### Work order
Output each entry verbatim and exclude every picture from it.

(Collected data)

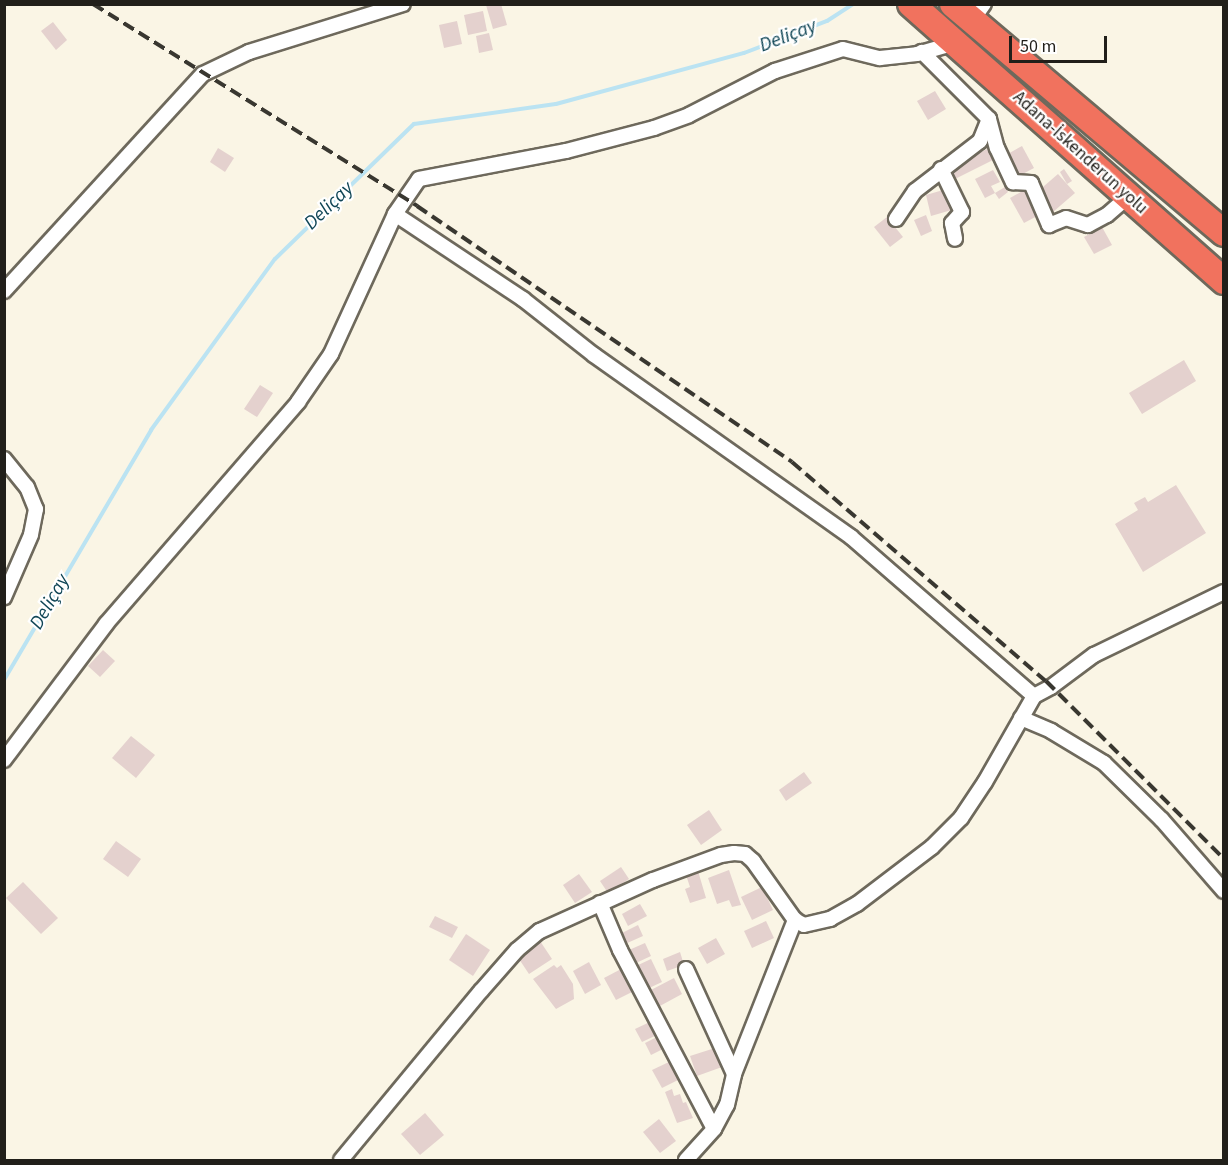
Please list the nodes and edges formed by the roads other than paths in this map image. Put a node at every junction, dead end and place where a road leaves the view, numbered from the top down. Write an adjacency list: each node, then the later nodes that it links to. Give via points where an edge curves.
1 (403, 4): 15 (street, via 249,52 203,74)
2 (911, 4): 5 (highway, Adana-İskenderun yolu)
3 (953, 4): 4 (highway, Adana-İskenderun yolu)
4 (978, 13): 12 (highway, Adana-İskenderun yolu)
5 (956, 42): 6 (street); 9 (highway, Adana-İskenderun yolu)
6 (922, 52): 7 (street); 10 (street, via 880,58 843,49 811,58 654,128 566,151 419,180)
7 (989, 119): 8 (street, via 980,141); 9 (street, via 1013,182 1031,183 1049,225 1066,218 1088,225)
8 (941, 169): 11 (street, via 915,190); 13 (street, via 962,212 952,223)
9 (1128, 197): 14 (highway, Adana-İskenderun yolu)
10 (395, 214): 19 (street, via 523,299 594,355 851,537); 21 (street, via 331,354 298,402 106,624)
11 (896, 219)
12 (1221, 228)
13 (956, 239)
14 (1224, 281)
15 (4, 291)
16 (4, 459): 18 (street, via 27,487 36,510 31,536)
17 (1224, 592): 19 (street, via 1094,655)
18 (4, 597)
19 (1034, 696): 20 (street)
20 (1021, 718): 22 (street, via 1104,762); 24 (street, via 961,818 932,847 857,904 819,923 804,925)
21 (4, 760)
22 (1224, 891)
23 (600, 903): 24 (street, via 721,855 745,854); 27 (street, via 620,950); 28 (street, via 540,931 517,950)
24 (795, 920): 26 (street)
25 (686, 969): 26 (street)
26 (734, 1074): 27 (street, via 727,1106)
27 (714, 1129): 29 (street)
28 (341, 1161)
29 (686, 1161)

### Output of the exercise
Please list the nodes and edges formed by the roads other than paths in this map image. Put a node at every junction, dead end and place where a road leaves the view, numbered from the top down. Write an adjacency list: each node, then the later nodes that it links to. Give via points where an edge curves.
1 (403, 4): 15 (street, via 249,52 203,74)
2 (911, 4): 5 (highway, Adana-İskenderun yolu)
3 (953, 4): 4 (highway, Adana-İskenderun yolu)
4 (978, 13): 12 (highway, Adana-İskenderun yolu)
5 (956, 42): 6 (street); 9 (highway, Adana-İskenderun yolu)
6 (922, 52): 7 (street); 10 (street, via 880,58 843,49 811,58 654,128 566,151 419,180)
7 (989, 119): 8 (street, via 980,141); 9 (street, via 1013,182 1031,183 1049,225 1066,218 1088,225)
8 (941, 169): 11 (street, via 915,190); 13 (street, via 962,212 952,223)
9 (1128, 197): 14 (highway, Adana-İskenderun yolu)
10 (395, 214): 19 (street, via 523,299 594,355 851,537); 21 (street, via 331,354 298,402 106,624)
11 (896, 219)
12 (1221, 228)
13 (956, 239)
14 (1224, 281)
15 (4, 291)
16 (4, 459): 18 (street, via 27,487 36,510 31,536)
17 (1224, 592): 19 (street, via 1094,655)
18 (4, 597)
19 (1034, 696): 20 (street)
20 (1021, 718): 22 (street, via 1104,762); 24 (street, via 961,818 932,847 857,904 819,923 804,925)
21 (4, 760)
22 (1224, 891)
23 (600, 903): 24 (street, via 721,855 745,854); 27 (street, via 620,950); 28 (street, via 540,931 517,950)
24 (795, 920): 26 (street)
25 (686, 969): 26 (street)
26 (734, 1074): 27 (street, via 727,1106)
27 (714, 1129): 29 (street)
28 (341, 1161)
29 (686, 1161)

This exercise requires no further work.